4 This purported notice of appeal is identical in form to those reproduced in numerous earlier appeals that I heard in 2004: SZAIL v Minister for Immigration and Multicultural and Indigenous Affairs [2004] FCA 266; SZAXN v Minister for Immigration and Multicultural and Indigenous Affairs [2004] FCA 275; SZAQW v Minister for Immigration and Multicultural and Indigenous Affairs [2004] FCA 635; SZAKU v Minister for Immigration and Multicultural and Indigenous Affairs [2004] FCA 892; SZALF v Minister for Immigration and Multicultural and Indigenous Affairs [2004] FCA 1065; and SZAUV & Ors v Minister for Immigration and Multicultural and Indigenous Affairs [2004] FCA 1745.
5 The appellant did not provide the Court with an outline of submissions, despite my direction made on 14 December 2004. Furthermore, the appellant's name was called outside the courtroom on the day of the hearing and it was apparent that the appellant was not present in the courtroom or the precincts of the court. In those circumstances, I heard the appeal in the appellant's absence pursuant to O 52 r 38A of the Federal Court Rules 1976 (Cth) and dismissed the appeal with a view to publishing reasons for judgment in due course. Those reasons now appear below.
6 As I have stated on many earlier occasions in relation to what may be described as a standard form of notice of appeal for instance adopted by the appellant in this matter, it is readily apparent that paragraphs 2, 3, 7 and 8 of that purported notice of appeal do not specify any viable grounds of review, but merely re-state the decision appealed from, and refer to case law in general terms, without in any way purporting to relate or apply the same to the circumstances and matters set out in the reasons for judgment of Mowbray FM below, or the reasons for decision of the Tribunal, or otherwise to explain the relevance of the same to any alleged circumstances of the appellants. None of that material satisfies the requirements of Order 52 rule 13(2)(b) of the Federal Court Rules 1976 (Cth), which require an appellant to state 'briefly, but specifically the grounds relied upon in support of the appeal'. Moreover the general assertions the subject of grounds 4, 5 and 6 do not establish any viable basis for impugning the reasons for judgment below.
The Tribunal's decision
7 The Tribunal wrote to the appellant on 29 April 2004 pursuant to s 424 of the Act requesting further information from the appellant in relation to his purported claims about religious and political persecution in India. It summarised its country information in relation to India which indicated (inter alia) that India was a "longstanding parliamentary democracy, with an independent judiciary, a broad range of democratic institutions and a comprehensive constitutional framework for the protection of human rights including the National Human Rights Commission". The appellant was asked whether he disagreed with this assessment of India and if so, whether he could provide any information to demonstrate the basis for belief to the contrary. There was no response from the appellant to that request for additional information. The request was followed up with an invitation dated 30 April 2004 to attend an oral hearing and give evidence, however the appellant indicated that he did not wish to give oral evidence and consented to the Tribunal proceeding to make a decision on the review based on the information then before it.

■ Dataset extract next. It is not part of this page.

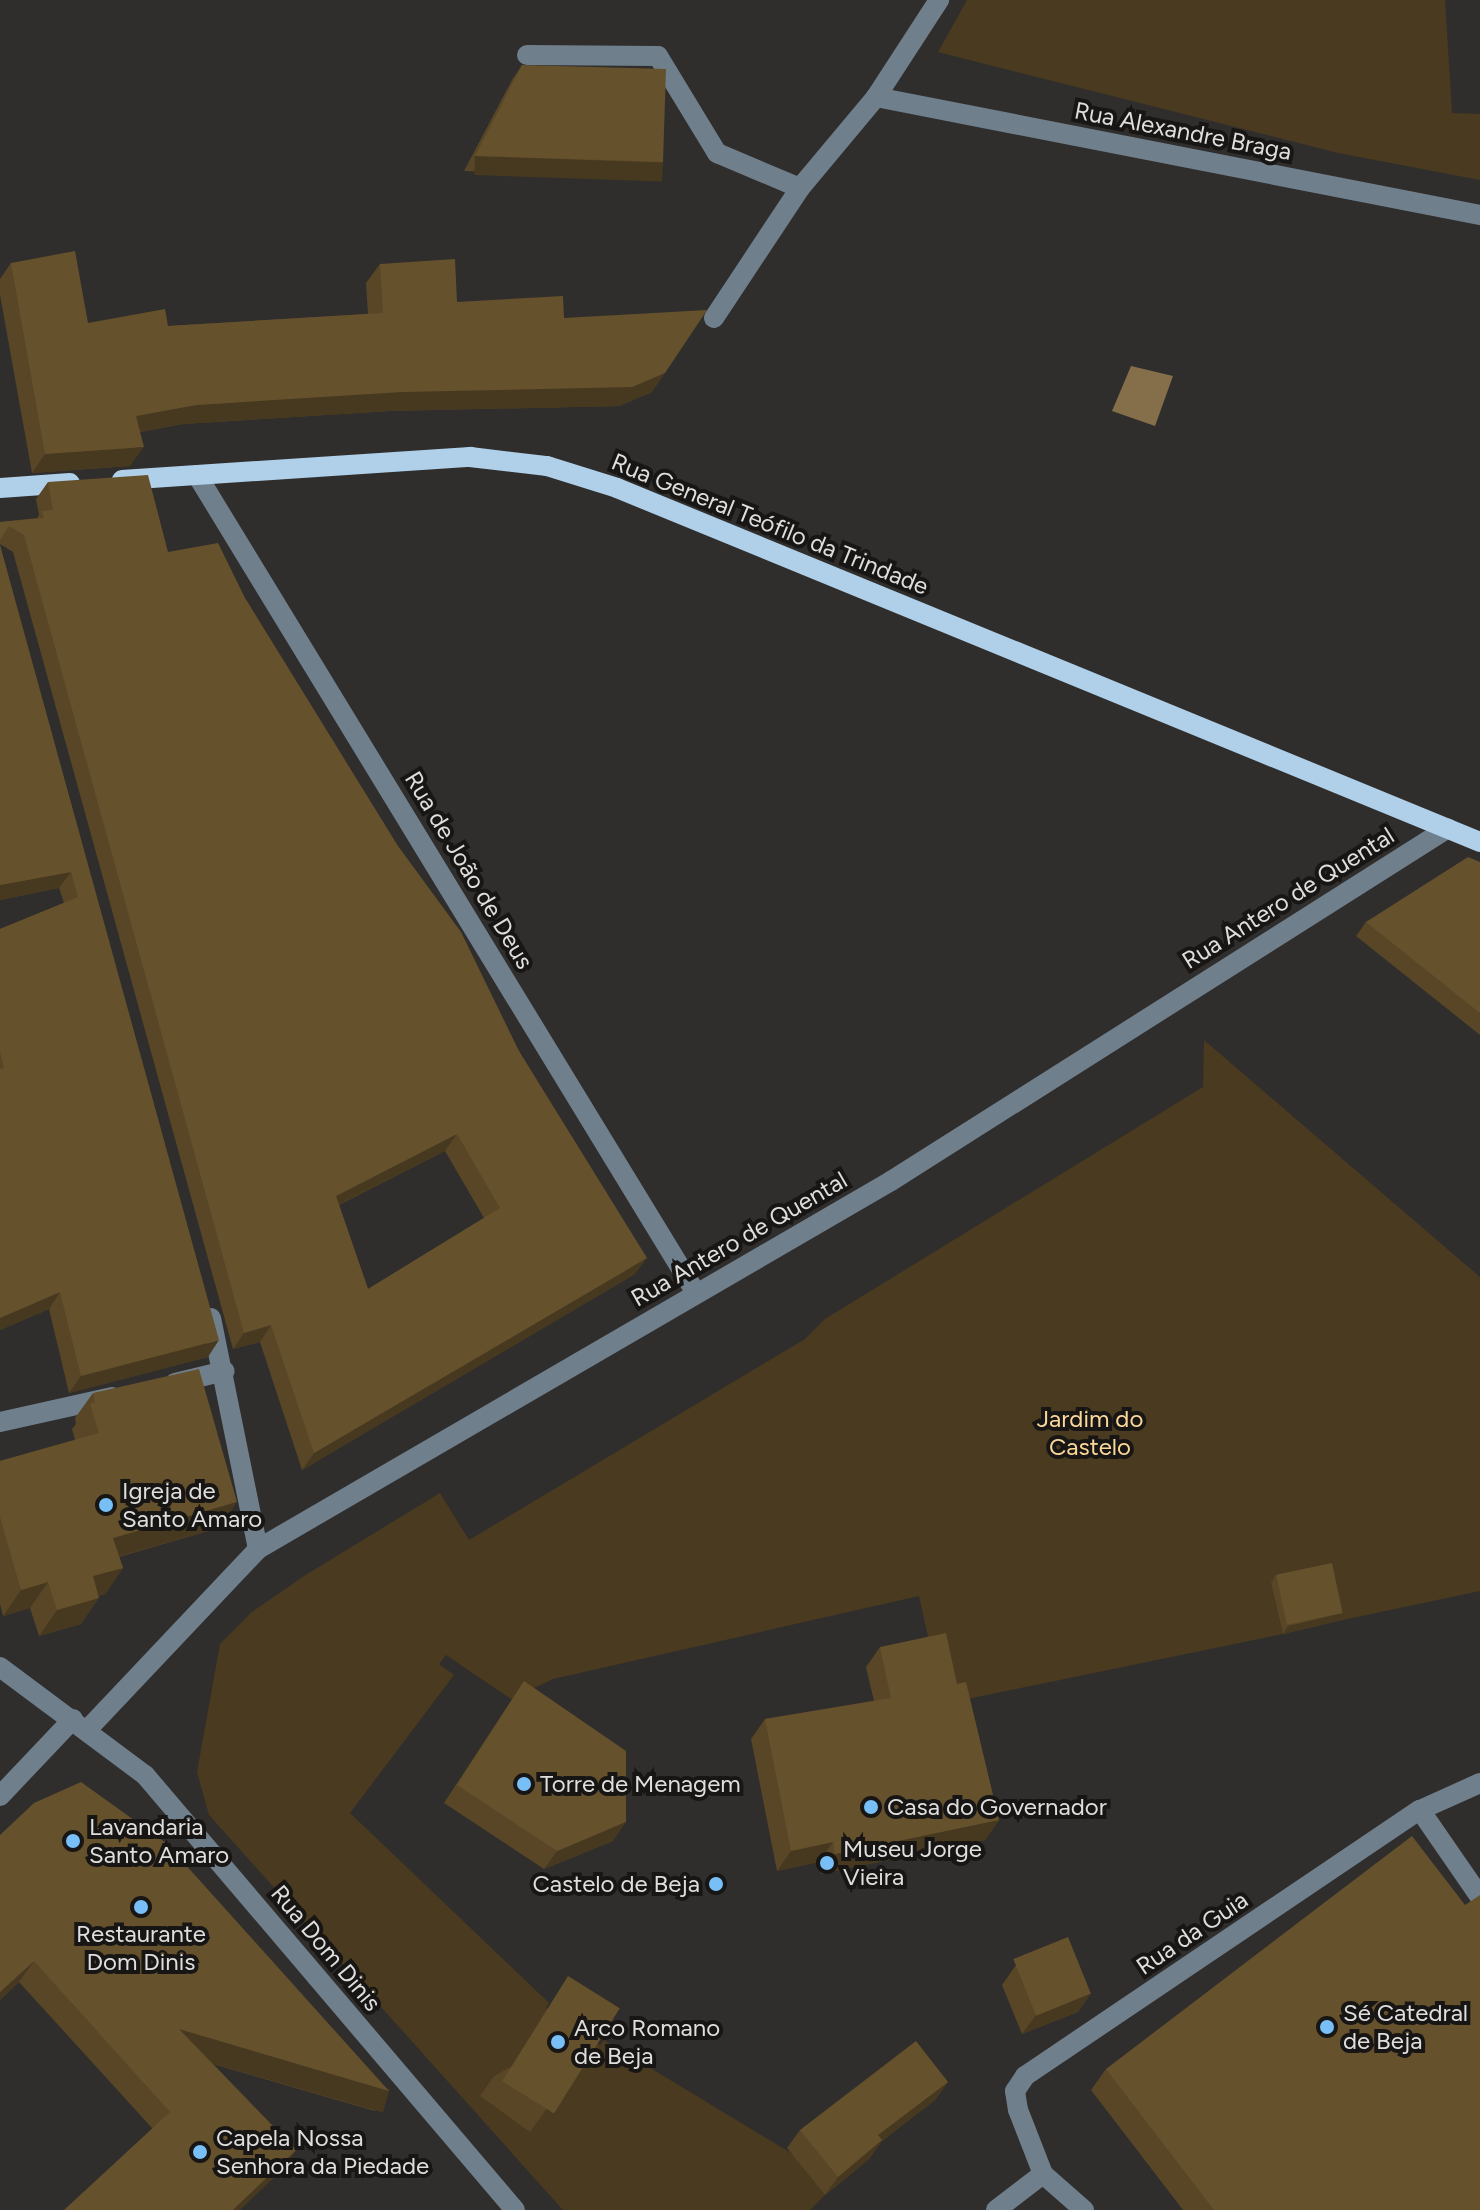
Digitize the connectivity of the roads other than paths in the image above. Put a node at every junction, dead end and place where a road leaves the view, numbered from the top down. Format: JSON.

8 The Tribunal found that the information provided by the appellant in his application for review was stated in the most general terms and was not of sufficient detail to substantiate the appellant's claim that he feared persecution upon return to India. It concluded that the appellant was not a person to whom Australia has protection obligations, stating that:
'The information that the applicant provided does not give adequate details of the applicant's involvement in the BJP or of the threats made by members of the Congress Party. He has not explained why the threats from members of the Congress Party continued after the applicant relocated to Andhra Pradesh. The Applicant does not explain the inconsistency between the statement in his protection visa application that he lived at the same address in Ahmedabad from 1969 to 2003 with his statement that he worked in Ahmedabad between 1993 to 2001 and then in Andhra Pradesh from 2001 to 2003.